With the results of Jack’s bone marrow biopsy, pediatric oncologist Andrea Flynn, MD, sat down with Brad and Katie. Jack had acute lymphoblastic leukemia (ALL), the most common form of childhood leukemia, Dr. Flynn told them. Richard Aplenc, MD, PhD, MSCE, would lead Jack’s care. The treatment would span three years and include chemotherapy, blood transfusions and lumbar punctures.
After the meeting, the family packed up their things and drove the short distance home, where they began to process this new journey they were taking.
A second home
Brad and Katie’s baby was due in less than two months, and the family was living in a temporary residence while undertaking a massive home renovation. Their local friends, neighbors and community stepped up as their support team. Both of their families live out of state, so their mothers took turns flying in for lengthy stays, which was a saving grace once the family welcomed Jude to the clan in late August. Jack got the nickname “Super Jack,” and the feisty toddler lived up to that name at the oncology clinic.

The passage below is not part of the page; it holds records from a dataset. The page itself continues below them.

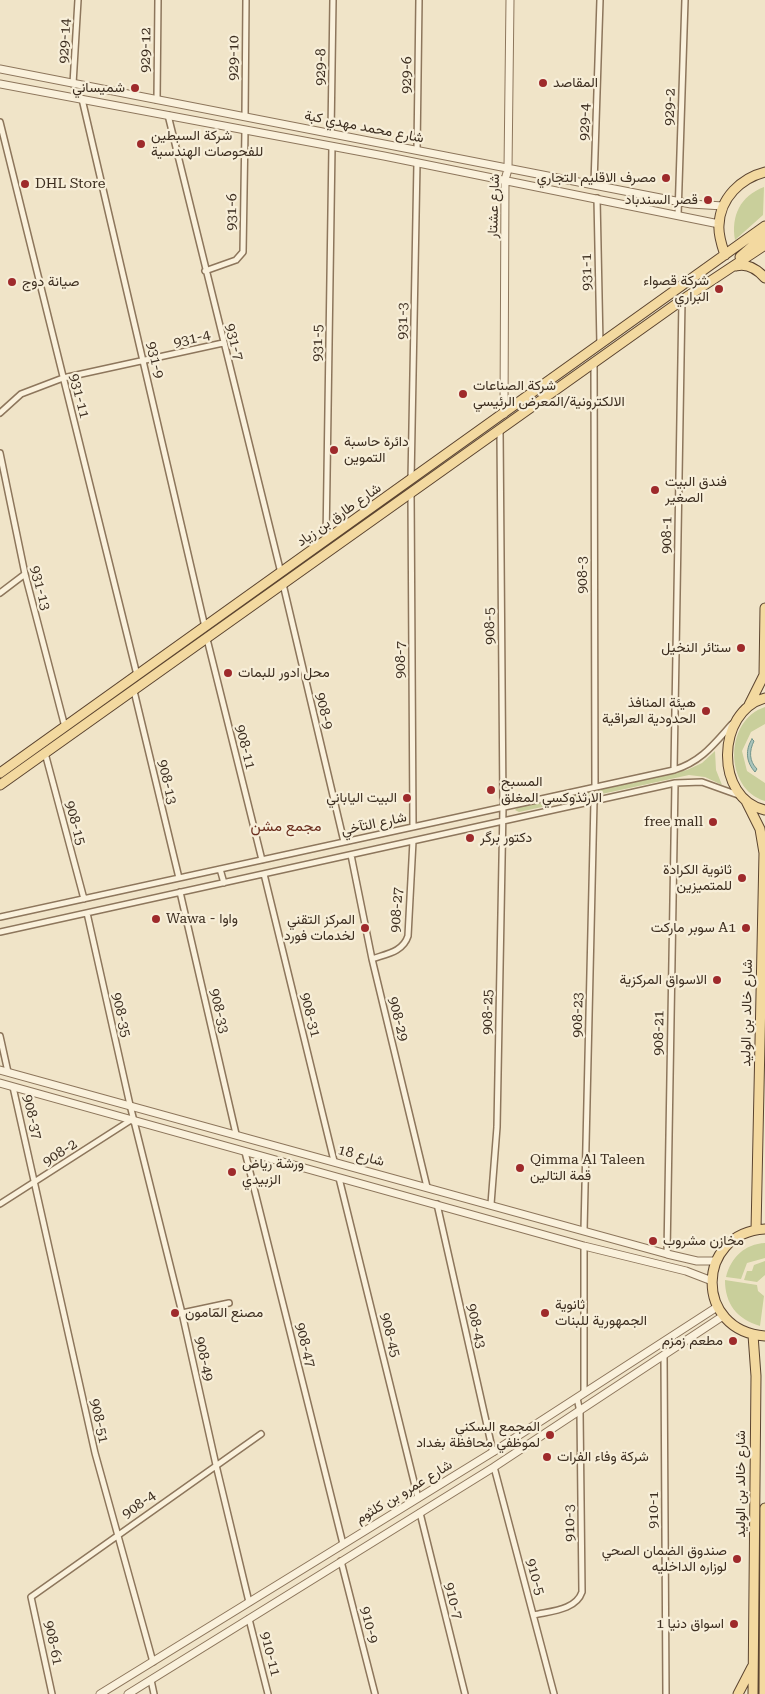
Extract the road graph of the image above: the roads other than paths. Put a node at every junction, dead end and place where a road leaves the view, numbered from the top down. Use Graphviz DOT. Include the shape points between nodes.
graph roads {
  1 [pos="78,0"];
  2 [pos="158,0"];
  3 [pos="246,0"];
  4 [pos="333,0"];
  5 [pos="419,0"];
  6 [pos="510,0"];
  7 [pos="600,0"];
  8 [pos="684,0"];
  9 [pos="0,69"];
  10 [pos="0,84"];
  11 [pos="73,84"];
  12 [pos="132,95"];
  13 [pos="82,99"];
  14 [pos="157,100"];
  15 [pos="127,107"];
  16 [pos="168,115"];
  17 [pos="245,117"];
  18 [pos="0,122"];
  19 [pos="244,130"];
  20 [pos="331,134"];
  21 [pos="386,144"];
  22 [pos="332,146"];
  23 [pos="417,150"];
  24 [pos="384,156"];
  25 [pos="417,163"];
  26 [pos="508,169"];
  27 [pos="765,172"];
  28 [pos="505,180"];
  29 [pos="594,184"];
  30 [pos="610,188"];
  31 [pos="597,198"];
  32 [pos="608,200"];
  33 [pos="679,202"];
  34 [pos="723,206"];
  35 [pos="678,215"];
  36 [pos="719,224"];
  37 [pos="765,226"];
  38 [pos="765,235"];
  39 [pos="765,245"];
  40 [pos="725,255"];
  41 [pos="733,267"];
  42 [pos="205,271"];
  43 [pos="765,278"];
  44 [pos="682,300"];
  45 [pos="222,343"];
  46 [pos="600,346"];
  47 [pos="144,362"];
  48 [pos="594,362"];
  49 [pos="63,378"];
  50 [pos="0,413"];
  51 [pos="504,414"];
  52 [pos="500,431"];
  53 [pos="0,453"];
  54 [pos="411,481"];
  55 [pos="411,493"];
  56 [pos="326,541"];
  57 [pos="281,573"];
  58 [pos="25,574"];
  59 [pos="283,584"];
  60 [pos="0,593"];
  61 [pos="765,608"];
  62 [pos="205,627"];
  63 [pos="207,639"];
  64 [pos="137,676"];
  65 [pos="134,691"];
  66 [pos="765,698"];
  67 [pos="749,706"];
  68 [pos="736,720"];
  69 [pos="65,726"];
  70 [pos="45,753"];
  71 [pos="674,770"];
  72 [pos="0,773"];
  73 [pos="675,783"];
  74 [pos="0,785"];
  75 [pos="594,787"];
  76 [pos="744,799"];
  77 [pos="594,801"];
  78 [pos="503,807"];
  79 [pos="765,810"];
  80 [pos="503,821"];
  81 [pos="413,827"];
  82 [pos="413,841"];
  83 [pos="344,842"];
  84 [pos="351,855"];
  85 [pos="262,860"];
  86 [pos="220,869"];
  87 [pos="264,874"];
  88 [pos="179,878"];
  89 [pos="224,883"];
  90 [pos="180,892"];
  91 [pos="84,899"];
  92 [pos="87,913"];
  93 [pos="0,917"];
  94 [pos="0,932"];
  95 [pos="372,959"];
  96 [pos="0,1036"];
  97 [pos="4,1071"];
  98 [pos="0,1083"];
  99 [pos="13,1087"];
  100 [pos="130,1105"];
  101 [pos="133,1120"];
  102 [pos="236,1134"];
  103 [pos="245,1152"];
  104 [pos="334,1161"];
  105 [pos="330,1176"];
  106 [pos="339,1178"];
  107 [pos="35,1182"];
  108 [pos="427,1187"];
  109 [pos="0,1204"];
  110 [pos="437,1204"];
  111 [pos="493,1205"];
  112 [pos="491,1219"];
  113 [pos="584,1230"];
  114 [pos="760,1230"];
  115 [pos="584,1246"];
  116 [pos="667,1254"];
  117 [pos="716,1261"];
  118 [pos="712,1281"];
  119 [pos="229,1303"];
  120 [pos="717,1307"];
  121 [pos="182,1313"];
  122 [pos="724,1316"];
  123 [pos="753,1335"];
  124 [pos="765,1336"];
  125 [pos="664,1356"];
  126 [pos="581,1396"];
  127 [pos="580,1412"];
  128 [pos="261,1434"];
  129 [pos="494,1452"];
  130 [pos="216,1464"];
  131 [pos="494,1467"];
  132 [pos="418,1498"];
  133 [pos="765,1508"];
  134 [pos="420,1513"];
  135 [pos="117,1534"];
  136 [pos="343,1544"];
  137 [pos="341,1561"];
  138 [pos="31,1597"];
  139 [pos="250,1602"];
  140 [pos="534,1615"];
  141 [pos="250,1619"];
  142 [pos="765,1643"];
  143 [pos="754,1660"];
  144 [pos="152,1662"];
  145 [pos="151,1680"];
  146 [pos="764,1690"];
  147 [pos="111,1691"];
  148 [pos="52,1694"];
  149 [pos="100,1694"];
  150 [pos="128,1694"];
  151 [pos="154,1694"];
  152 [pos="268,1694"];
  153 [pos="375,1694"];
  154 [pos="465,1694"];
  155 [pos="554,1694"];
  156 [pos="666,1694"];
  157 [pos="738,1694"];
  158 [pos="753,1694"];
  1 -- 11 [label="street, 929-14"];
  2 -- 14 [label="street, 929-12"];
  3 -- 17 [label="street, 929-10"];
  4 -- 20 [label="street, 929-8"];
  5 -- 23 [label="street, 929-6"];
  6 -- 26 [label="street, شارع عشتار"];
  7 -- 29 [label="street, 929-4"];
  8 -- 33 [label="street, 929-2"];
  9 -- 11 [label="street, شارع محمد مهدي كبة"];
  10 -- 13 [label="street, شارع محمد مهدي كبة"];
  11 -- 12 [label="street, شارع محمد مهدي كبة"];
  12 -- 14 [label="street, شارع محمد مهدي كبة"];
  12 -- 15 [label="street"];
  13 -- 15 [label="street, شارع محمد مهدي كبة"];
  13 -- 47 [label="street, 931-9"];
  14 -- 17 [label="street, شارع محمد مهدي كبة"];
  15 -- 16 [label="street, شارع محمد مهدي كبة"];
  16 -- 19 [label="street, شارع محمد مهدي كبة"];
  16 -- 42 [label="street, 931-7"];
  17 -- 20 [label="street, شارع محمد مهدي كبة"];
  18 -- 49 [label="street, 931-11"];
  19 -- 22 [label="street, شارع محمد مهدي كبة"];
  19 -- 42 [label="street, 931-6" via="242,252 236,260"];
  20 -- 21 [label="street, شارع محمد مهدي كبة"];
  21 -- 23 [label="street, شارع محمد مهدي كبة"];
  21 -- 24 [label="street"];
  22 -- 24 [label="street, شارع محمد مهدي كبة"];
  22 -- 56 [label="street, 931-5"];
  23 -- 26 [label="street, شارع محمد مهدي كبة"];
  24 -- 25 [label="street, شارع محمد مهدي كبة"];
  25 -- 28 [label="street, شارع محمد مهدي كبة"];
  25 -- 54 [label="street, 931-3"];
  26 -- 28 [label="street, شارع عشتار"];
  26 -- 29 [label="street, شارع محمد مهدي كبة"];
  27 -- 34 [label="main road" via="742,182"];
  28 -- 31 [label="street, شارع محمد مهدي كبة"];
  28 -- 51 [label="street, شارع عشتار"];
  29 -- 30 [label="street, شارع محمد مهدي كبة"];
  30 -- 32 [label="street"];
  30 -- 33 [label="street, شارع محمد مهدي كبة"];
  31 -- 32 [label="street, شارع محمد مهدي كبة"];
  31 -- 46 [label="street, 931-1"];
  32 -- 35 [label="street, شارع محمد مهدي كبة"];
  33 -- 34 [label="street, شارع محمد مهدي كبة"];
  33 -- 35 [label="street, 929-2"];
  34 -- 36 [label="main road"];
  35 -- 36 [label="street, شارع محمد مهدي كبة"];
  36 -- 40 [label="main road"];
  37 -- 40 [label="main road, شارع طارق بن زياد"];
  38 -- 41 [label="main road"];
  39 -- 41 [label="main road, شارع طارق بن زياد"];
  40 -- 46 [label="main road, شارع طارق بن زياد"];
  41 -- 43 [label="main road" via="751,267"];
  41 -- 44 [label="main road, شارع طارق بن زياد"];
  42 -- 45 [label="street, 931-7"];
  44 -- 48 [label="main road, شارع طارق بن زياد"];
  44 -- 71 [label="street, 908-1"];
  45 -- 47 [label="street, 931-4"];
  45 -- 57 [label="street, 931-7"];
  46 -- 51 [label="main road, شارع طارق بن زياد"];
  47 -- 49 [label="street, 931-4"];
  47 -- 62 [label="street, 931-9"];
  48 -- 52 [label="main road, شارع طارق بن زياد"];
  48 -- 75 [label="street, 908-3"];
  49 -- 50 [label="street, 931-4" via="21,394"];
  49 -- 64 [label="street, 931-11"];
  51 -- 54 [label="main road, شارع طارق بن زياد"];
  52 -- 55 [label="main road, شارع طارق بن زياد"];
  52 -- 78 [label="street, 908-5"];
  53 -- 58 [label="street, 931-13"];
  54 -- 56 [label="main road, شارع طارق بن زياد"];
  55 -- 59 [label="main road, شارع طارق بن زياد"];
  55 -- 81 [label="street, 908-7"];
  56 -- 57 [label="main road, شارع طارق بن زياد"];
  57 -- 62 [label="main road, شارع طارق بن زياد"];
  58 -- 60 [label="street"];
  58 -- 69 [label="street, 931-13"];
  59 -- 63 [label="main road, شارع طارق بن زياد"];
  59 -- 83 [label="street, 908-9"];
  61 -- 67 [label="main road" via="764,675"];
  62 -- 64 [label="main road, شارع طارق بن زياد"];
  63 -- 65 [label="main road, شارع طارق بن زياد"];
  63 -- 85 [label="street, 908-11"];
  64 -- 69 [label="main road, شارع طارق بن زياد"];
  65 -- 70 [label="main road, شارع طارق بن زياد"];
  65 -- 88 [label="street, 908-13"];
  66 -- 67 [label="main road"];
  67 -- 68 [label="main road"];
  68 -- 71 [label="street, شارع التآخي" via="701,757"];
  68 -- 76 [label="main road, شارع خالد بن الوليد" via="729,739 727,760 732,779"];
  69 -- 72 [label="main road, شارع طارق بن زياد"];
  70 -- 74 [label="main road, شارع طارق بن زياد"];
  70 -- 91 [label="street, 908-15"];
  71 -- 75 [label="street, شارع التآخي"];
  73 -- 76 [label="street, شارع التآخي" via="702,782"];
  73 -- 77 [label="street, شارع التآخي"];
  73 -- 116 [label="street, 908-21"];
  75 -- 78 [label="street, شارع التآخي"];
  76 -- 79 [label="main road"];
  76 -- 114 [label="main road, شارع خالد بن الوليد" via="760,829 764,853"];
  77 -- 80 [label="street, شارع التآخي"];
  77 -- 113 [label="street, 908-23"];
  78 -- 80 [label="street, 908-5"];
  78 -- 81 [label="street, شارع التآخي"];
  80 -- 82 [label="street, شارع التآخي"];
  80 -- 111 [label="street, 908-25"];
  81 -- 83 [label="street, شارع التآخي"];
  82 -- 84 [label="street, شارع التآخي"];
  82 -- 95 [label="street, 908-27" via="408,936 398,949"];
  83 -- 85 [label="street, شارع التآخي"];
  84 -- 87 [label="street, شارع التآخي"];
  84 -- 95 [label="street, 908-29"];
  85 -- 86 [label="street, شارع التآخي"];
  86 -- 88 [label="street, شارع التآخي"];
  86 -- 89 [label="street"];
  87 -- 89 [label="street, شارع التآخي"];
  87 -- 104 [label="street, 908-31"];
  88 -- 91 [label="street, شارع التآخي"];
  89 -- 90 [label="street, شارع التآخي"];
  90 -- 92 [label="street, شارع التآخي"];
  90 -- 102 [label="street, 908-33"];
  91 -- 93 [label="street, شارع التآخي"];
  92 -- 94 [label="street, شارع التآخي"];
  92 -- 100 [label="street, 908-35"];
  95 -- 108 [label="street, 908-29"];
  96 -- 97 [label="street"];
  97 -- 100 [label="street, شارع 18"];
  98 -- 99 [label="street, شارع 18"];
  99 -- 101 [label="street, شارع 18"];
  99 -- 107 [label="street, 908-37"];
  100 -- 101 [label="street, 908-35"];
  100 -- 102 [label="street, شارع 18"];
  101 -- 103 [label="street, شارع 18"];
  101 -- 107 [label="street, 908-2"];
  101 -- 121 [label="street, 908-49"];
  102 -- 104 [label="street, شارع 18"];
  103 -- 105 [label="street, شارع 18"];
  103 -- 136 [label="street, 908-47"];
  104 -- 105 [label="street"];
  104 -- 108 [label="street, شارع 18"];
  105 -- 106 [label="street, شارع 18"];
  106 -- 110 [label="street, شارع 18"];
  106 -- 132 [label="street, 908-45"];
  107 -- 109 [label="street, 908-2"];
  107 -- 135 [label="street, 908-51" via="95,1453"];
  108 -- 111 [label="street, شارع 18"];
  110 -- 112 [label="street, شارع 18"];
  110 -- 129 [label="street, 908-43"];
  111 -- 112 [label="street"];
  111 -- 113 [label="street, شارع 18"];
  112 -- 115 [label="street, شارع 18"];
  113 -- 116 [label="street, شارع 18"];
  114 -- 117 [label="main road" via="734,1239"];
  115 -- 118 [label="street, شارع 18" via="686,1271"];
  115 -- 126 [label="street, 910-3"];
  116 -- 117 [label="street, شارع 18" via="697,1261"];
  117 -- 118 [label="main road"];
  118 -- 120 [label="main road"];
  119 -- 121 [label="street"];
  120 -- 122 [label="main road"];
  120 -- 126 [label="street, شارع عمرو بن كلثوم"];
  121 -- 130 [label="street, 908-49"];
  122 -- 123 [label="main road" via="737,1328"];
  122 -- 125 [label="street, شارع عمرو بن كلثوم"];
  123 -- 124 [label="main road"];
  123 -- 143 [label="main road, شارع خالد بن الوليد" via="756,1376"];
  125 -- 127 [label="street, شارع عمرو بن كلثوم"];
  125 -- 156 [label="street, 910-1"];
  126 -- 127 [label="street, 910-3"];
  126 -- 129 [label="street, شارع عمرو بن كلثوم"];
  127 -- 131 [label="street, شارع عمرو بن كلثوم"];
  127 -- 140 [label="street, 910-3" via="582,1592 574,1604"];
  128 -- 130 [label="street, 908-4"];
  129 -- 132 [label="street, شارع عمرو بن كلثوم"];
  130 -- 135 [label="street, 908-4"];
  130 -- 139 [label="street, 908-49"];
  131 -- 134 [label="street, شارع عمرو بن كلثوم"];
  131 -- 140 [label="street, 910-5"];
  132 -- 136 [label="street, شارع عمرو بن كلثوم"];
  133 -- 142 [label="main road, شارع خالد بن الوليد"];
  134 -- 137 [label="street, شارع عمرو بن كلثوم"];
  134 -- 154 [label="street, 910-7"];
  135 -- 138 [label="street, 908-4"];
  135 -- 144 [label="street, 908-51"];
  136 -- 139 [label="street, شارع عمرو بن كلثوم"];
  137 -- 141 [label="street, شارع عمرو بن كلثوم"];
  137 -- 153 [label="street, 910-9"];
  138 -- 148 [label="street, 908-61"];
  139 -- 144 [label="street, شارع عمرو بن كلثوم"];
  140 -- 155 [label="street, 910-5"];
  141 -- 145 [label="street, شارع عمرو بن كلثوم"];
  141 -- 152 [label="street, 910-11"];
  142 -- 146 [label="main road, شارع خالد بن الوليد"];
  143 -- 157 [label="main road"];
  143 -- 158 [label="main road, شارع خالد بن الوليد"];
  144 -- 147 [label="street, شارع عمرو بن كلثوم"];
  145 -- 150 [label="street, شارع عمرو بن كلثوم"];
  145 -- 151 [label="street"];
  147 -- 149 [label="street, شارع عمرو بن كلثوم"];
}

CHOP became a second home for the boys, who left their mark on the team. Staff members quickly learned how to make Jack comfortable, since he is never reluctant to share his feelings. Child life specialists indulged his creativity with the “Jar of Jack,” a container packed with pipe cleaners, puff balls and other craft supplies.
Nurses became adept at hiding blood transfusion tubes and distracting Jack with books and art projects. They had little tricks for keeping him calm when they accessed his port, a scary process for little ones.
“Those little custom things make a difference,” Brad says. “The nurses — I’m constantly amazed by them. I don’t know how they can have such incredible empathy and such incredible knowledge.”
Brad and Katie also learned how to manage their son’s care at home. Jack dislikes liquid medication and is too young to swallow pills. Over time, Katie and Brad learned to make a game of it. They crush up his pills and mix them with pancake syrup. Brad walks out of the room and comically warns his son not to take his medicine until he comes back. Then Katie urges him to quickly swallow it, so Jack can proudly proclaim to his father that he took his medicine.
“Nowadays he has up to 10 pills a day to take, so this was an important discovery,” Brad says. “Early on it was a battle with tears for hours every morning and night. I dreaded waking up because I knew it had to happen. Now it’s part of our routine.”
The right place for Jack
The past year has had rough patches. Jack temporarily stopped walking, threw up often and lost his hair due to his treatment. He has been hospitalized five times for fevers and transfusion reactions, once for 12 days. When this happens, Katie stays with Jack during the day and Brad spends the night in his hospital room. The logistics could be tough. If Brad or Katie’s mother wasn’t visiting during a hospital stay, keeping both boys entertained in the hospital required juggling and creativity. “Thankfully, Katie has a knack for that,” says Brad. Scavenger hunts, dance parties, hopscotch, carwashes in the tub and even a piñata were employed to keep things positive.
Now Jack is on the maintenance phase of his treatment and has plenty of opportunities to just be a kid. He takes a gymnastics class and loves to spend time outdoors, but also enjoys quieter pastimes, like reading, building with blocks and working on art projects. In the kitchen, he plays sous chef to his dad, helping him prepare meals. And Jack is back in preschool where staff have learned about ALL from Jack’s healthcare team at CHOP.
Before Jack’s diagnosis, Katie recalls looking at CHOP’s Main Campus, a 15-minute walk from their home, and feeling fortunate to live so close while hoping to never need CHOP’s services. After spending days and weeks at a time there — with Jack always preferring to get there by walking — they’re deeply familiar with what CHOP offers.
“Every person, from the check-in team to the specialists, has treated us with incredible empathy and has made us feel special. Everyone knows our names and seems to love Jack and Jude as much as we do,” Brad says. “When all of this began, our parents checked to make sure we were in the right spot.
The resounding response was there couldn’t be any better place for him in the world.”